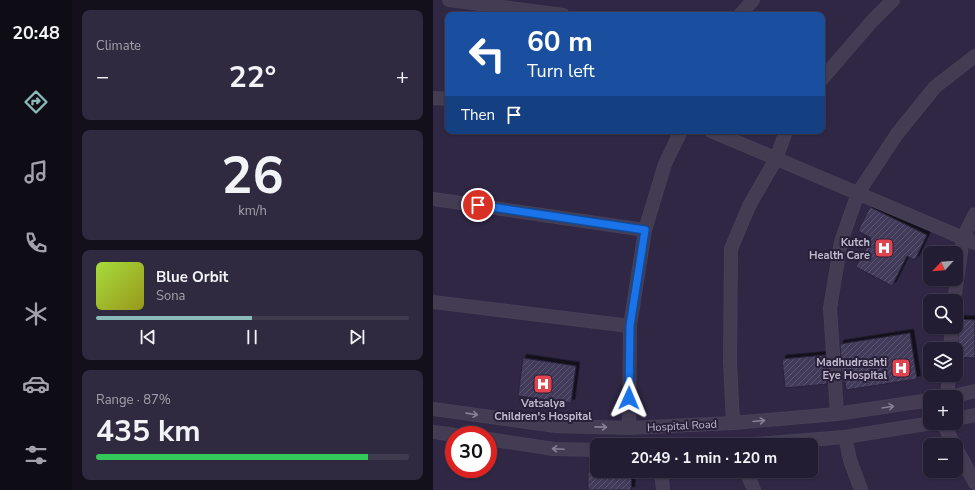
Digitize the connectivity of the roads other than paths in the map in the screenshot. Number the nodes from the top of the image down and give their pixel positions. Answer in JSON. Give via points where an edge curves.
{"nodes":[{"id":1,"x":449,"y":0,"type":"edge"},
{"id":2,"x":753,"y":0,"type":"edge"},
{"id":3,"x":893,"y":0,"type":"edge"},
{"id":4,"x":540,"y":12,"type":"edge"},
{"id":5,"x":743,"y":12,"type":"edge"},
{"id":6,"x":975,"y":56,"type":"edge"},
{"id":7,"x":825,"y":76,"type":"edge"},
{"id":8,"x":433,"y":98,"type":"edge"},
{"id":9,"x":445,"y":99,"type":"edge"},
{"id":10,"x":680,"y":134,"type":"edge"},
{"id":11,"x":718,"y":134,"type":"edge"},
{"id":12,"x":785,"y":134,"type":"edge"},
{"id":13,"x":776,"y":159,"type":"junction"},
{"id":14,"x":858,"y":193,"type":"junction"},
{"id":15,"x":433,"y":199,"type":"edge"},
{"id":16,"x":975,"y":214,"type":"edge"},
{"id":17,"x":645,"y":230,"type":"junction"},
{"id":18,"x":963,"y":238,"type":"junction"},
{"id":19,"x":975,"y":243,"type":"edge"},
{"id":20,"x":955,"y":294,"type":"edge"},
{"id":21,"x":433,"y":302,"type":"edge"},
{"id":22,"x":630,"y":326,"type":"junction"},
{"id":23,"x":975,"y":391,"type":"edge"},
{"id":24,"x":963,"y":394,"type":"edge"},
{"id":25,"x":923,"y":401,"type":"edge"},
{"id":26,"x":433,"y":409,"type":"edge"},
{"id":27,"x":837,"y":414,"type":"junction"},
{"id":28,"x":975,"y":414,"type":"edge"},
{"id":29,"x":963,"y":417,"type":"edge"},
{"id":30,"x":733,"y":423,"type":"junction"},
{"id":31,"x":923,"y":424,"type":"edge"},
{"id":32,"x":629,"y":428,"type":"junction"},
{"id":33,"x":433,"y":432,"type":"edge"},
{"id":34,"x":445,"y":434,"type":"edge"},
{"id":35,"x":845,"y":437,"type":"junction"},
{"id":36,"x":818,"y":439,"type":"edge"},
{"id":37,"x":497,"y":440,"type":"edge"},
{"id":38,"x":590,"y":450,"type":"edge"},
{"id":39,"x":963,"y":461,"type":"edge"},
{"id":40,"x":662,"y":478,"type":"edge"},
{"id":41,"x":748,"y":478,"type":"edge"},
{"id":42,"x":975,"y":483,"type":"edge"},
{"id":43,"x":663,"y":490,"type":"edge"},
{"id":44,"x":754,"y":490,"type":"edge"},
{"id":45,"x":861,"y":490,"type":"edge"}],
"edges":[{"from":1,"to":4,"type":"street"},
{"from":2,"to":5,"type":"street"},
{"from":3,"to":7,"type":"street"},
{"from":6,"to":14,"type":"street","via":[[935,87],[897,134]]},
{"from":8,"to":9,"type":"street"},
{"from":10,"to":17,"type":"street","via":[[665,164]]},
{"from":11,"to":13,"type":"street"},
{"from":12,"to":13,"type":"street"},
{"from":13,"to":14,"type":"street"},
{"from":13,"to":30,"type":"street","via":[[749,206],[731,250],[730,362]]},
{"from":14,"to":18,"type":"street"},
{"from":14,"to":27,"type":"street","via":[[841,242],[831,308]]},
{"from":15,"to":17,"type":"street"},
{"from":16,"to":18,"type":"street"},
{"from":17,"to":22,"type":"street"},
{"from":18,"to":19,"type":"street"},
{"from":18,"to":20,"type":"street"},
{"from":21,"to":22,"type":"street"},
{"from":22,"to":32,"type":"street"},
{"from":23,"to":24,"type":"street"},
{"from":27,"to":25,"type":"street","name":"Hospital Road","one_way":true},
{"from":26,"to":32,"type":"street","name":"Hospital Road","one_way":true,"via":[[556,426]]},
{"from":30,"to":27,"type":"street","name":"Hospital Road","one_way":true},
{"from":28,"to":29,"type":"street"},
{"from":30,"to":32,"type":"street","name":"Hospital Road"},
{"from":31,"to":35,"type":"street"},
{"from":33,"to":34,"type":"street"},
{"from":35,"to":36,"type":"street"},
{"from":35,"to":45,"type":"street"},
{"from":38,"to":37,"type":"street","one_way":true,"via":[[554,449]]},
{"from":39,"to":42,"type":"street"},
{"from":40,"to":43,"type":"street"},
{"from":41,"to":44,"type":"street"}]}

TASK GOAL. In the listing above, find each line with the word "true" and copy it out.

RESULT.
{"from":27,"to":25,"type":"street","name":"Hospital Road","one_way":true},
{"from":26,"to":32,"type":"street","name":"Hospital Road","one_way":true,"via":[[556,426]]},
{"from":30,"to":27,"type":"street","name":"Hospital Road","one_way":true},
{"from":38,"to":37,"type":"street","one_way":true,"via":[[554,449]]},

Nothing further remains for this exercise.